C'est entendu, 10 est une note excessive qu'on devrait réserver à quelques Bergman, Tarkovsky ou Bela Tarr. C'est sûr "Before Sunrise" est un film plein de sirop où l'on s'embrasse devant un coucher de soleil. On n'est pas toujours très loin d'entendre les antiques "chabadabada chabadabada". Et oui, le scenario pourrait être tatoué tout entier sur les hanches d'un éthiopien (on ne dira jamais assez la rigueur qu'il faut pour livrer un bon film sans un grand scénar' ni un gros budget).Et oui, en 20 ans, le créneau franco-américain de Julie Delpy a mal vieilli (à en juger par l'indigeste "2 days in New York").

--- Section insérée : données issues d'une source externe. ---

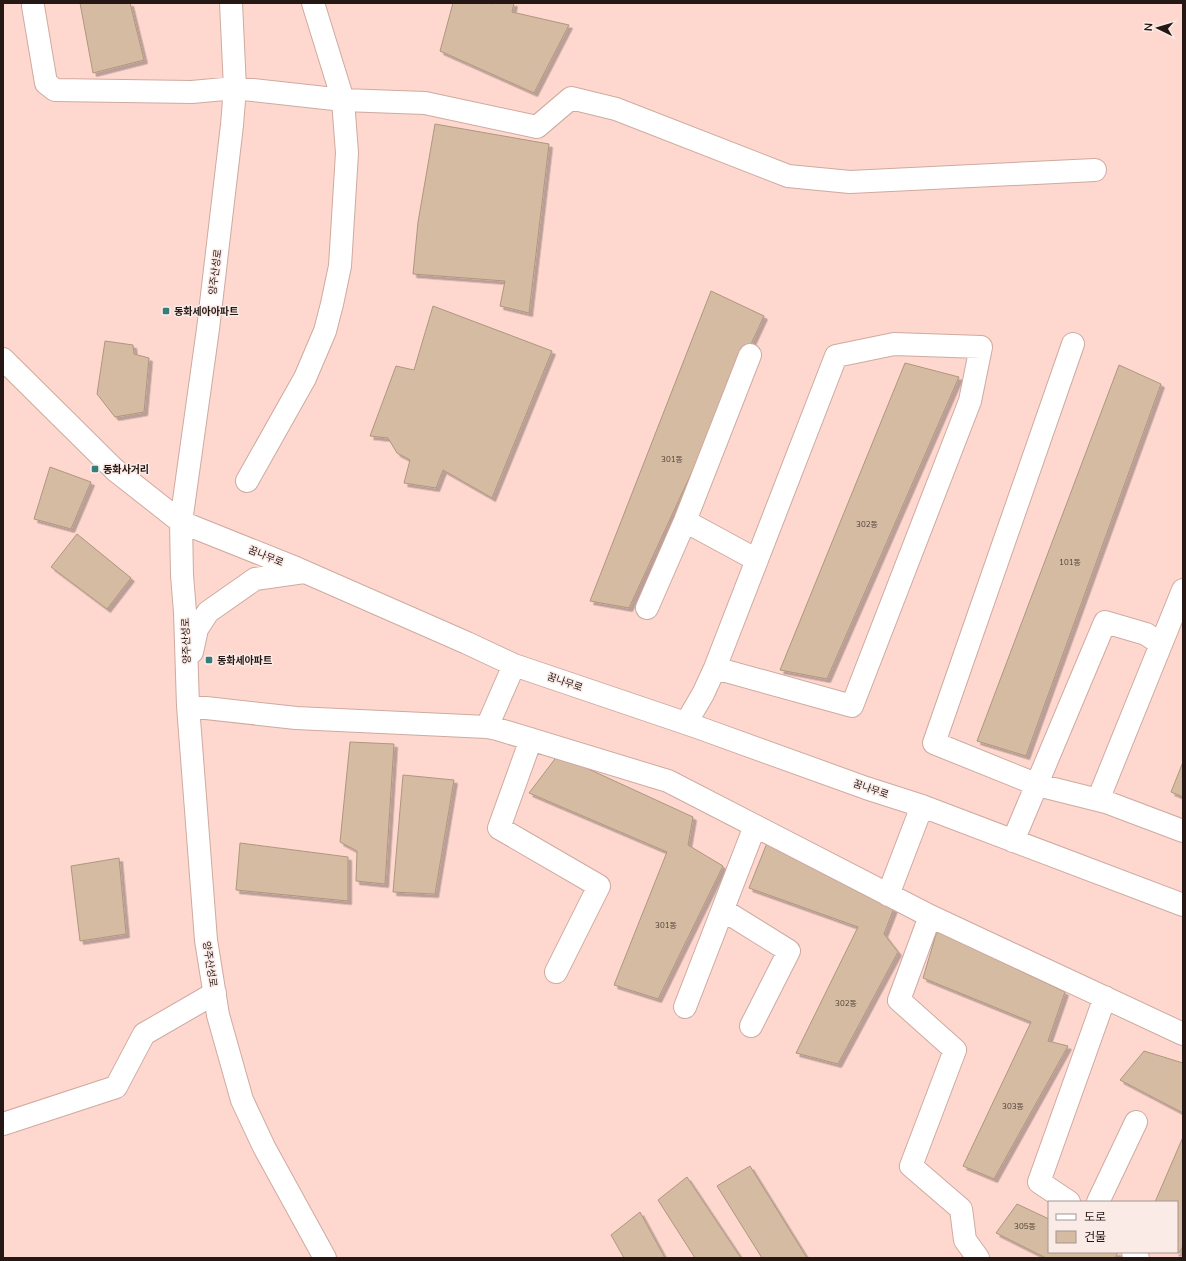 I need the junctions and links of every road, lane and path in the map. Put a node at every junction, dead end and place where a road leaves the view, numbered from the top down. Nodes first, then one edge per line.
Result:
1 (231, 3) edge
2 (312, 3) edge
3 (33, 6) dead end
4 (235, 88) junction
5 (344, 100) junction
6 (1095, 170) dead end
7 (1073, 344) dead end
8 (750, 355) dead end
9 (3, 359) edge
10 (247, 481) dead end
11 (685, 521) junction
12 (181, 522) junction
13 (757, 560) junction
14 (304, 572) junction
15 (1183, 590) edge
16 (647, 608) dead end
17 (1161, 644) junction
18 (514, 665) junction
19 (715, 668) junction
20 (187, 674) junction
21 (188, 706) junction
22 (686, 723) junction
23 (487, 727) junction
24 (531, 739) junction
25 (1038, 785) junction
26 (1098, 800) junction
27 (922, 806) junction
28 (755, 826) junction
29 (1183, 831) edge
30 (1013, 841) junction
31 (888, 895) junction
32 (1183, 905) edge
33 (723, 910) junction
34 (930, 916) junction
35 (556, 972) dead end
36 (215, 992) junction
37 (1105, 997) junction
38 (685, 1008) dead end
39 (751, 1026) dead end
40 (1183, 1034) edge
41 (1136, 1122) dead end
42 (3, 1124) edge
43 (1068, 1201) edge
44 (1098, 1201) edge
45 (325, 1258) edge
46 (978, 1258) edge

1 - 4 street, 양주산성로
2 - 5 street
3 - 4 street
4 - 5 street
4 - 12 street, 양주산성로
5 - 6 street
5 - 10 street
7 - 25 street
8 - 11 street
9 - 12 street, 꿈나무로
11 - 13 street
11 - 16 street
12 - 14 street, 꿈나무로
12 - 20 street, 양주산성로
13 - 19 street
13 - 19 street
14 - 18 street, 꿈나무로
14 - 20 street
15 - 17 street
17 - 25 street
17 - 26 street
18 - 22 street, 꿈나무로
18 - 23 street
19 - 22 street
20 - 21 street, 양주산성로
21 - 23 street
21 - 36 street, 양주산성로
22 - 27 street, 꿈나무로
23 - 24 street
24 - 28 street
24 - 35 street
25 - 26 street
25 - 30 street
26 - 29 street
27 - 30 street, 꿈나무로
27 - 31 street
28 - 31 street
28 - 33 street
30 - 32 street, 꿈나무로
31 - 34 street
33 - 38 street
33 - 39 street
34 - 37 street
34 - 46 street
36 - 42 street
36 - 45 street, 양주산성로
37 - 40 street
37 - 43 street
41 - 44 street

Oui mais, en 1995, Julie Delpy n'a rien à envier à un ange si ce n'est peut-être son corps glabre et encore j'en sais rien, ça m'étonnerait même pas. Son partenaire Ethan Hawke n'a pas à se forcer à jouer l'amoureux. Le film en lui-même suit tout du long une trame très simple qui les amènera d'un train à l'autre (pour le coup c est pas un spoiler ne vous en faites pas). En chemin, il désamorce les clichés du genre soit en les évitant (par exemple la fameuse scène de la "Vérité Révélée" où le protagoniste d'une comédie romantique se confie à son, ou sa, pote et formule pour la première fois son amour, est ici au moins contournée) soit en les exorcisant (la scène du baiser dont je parlais tout à l'heure mais chut!).
Si l'intrigue est fine, elle repose quand même sur des péripéties toutes plutôt sympathiques, ma foi. Et puis de quoi a-t-on besoin de plus qu'un couple dans ce genre film pourvu que la rencontre soit belle? A mon sens, la niaiserie n'a pas sa place ici ou alors vraiment à la marge mais c'est vrai que je suis assez niais alors peut-être mon avis est-il biaisé. Richard Linklater a en plus le bon goût de ne pas s'en remettre uniquement à la complicité de son couple mais d'avoir aussi quelques idées en matière de réalisation et d'écriture. Before Sunrise a eu quelques enfants: Before Sunset et Before midnight. Celui-là propose une sacrée gageure: faire croire à l'usager de la RATP que je suis que l'idylle parfaite est possible à Paris, et montrer qu'on peut y tourner une comédie romantique sans verser dans la carte postale. On verra s'il y arrive.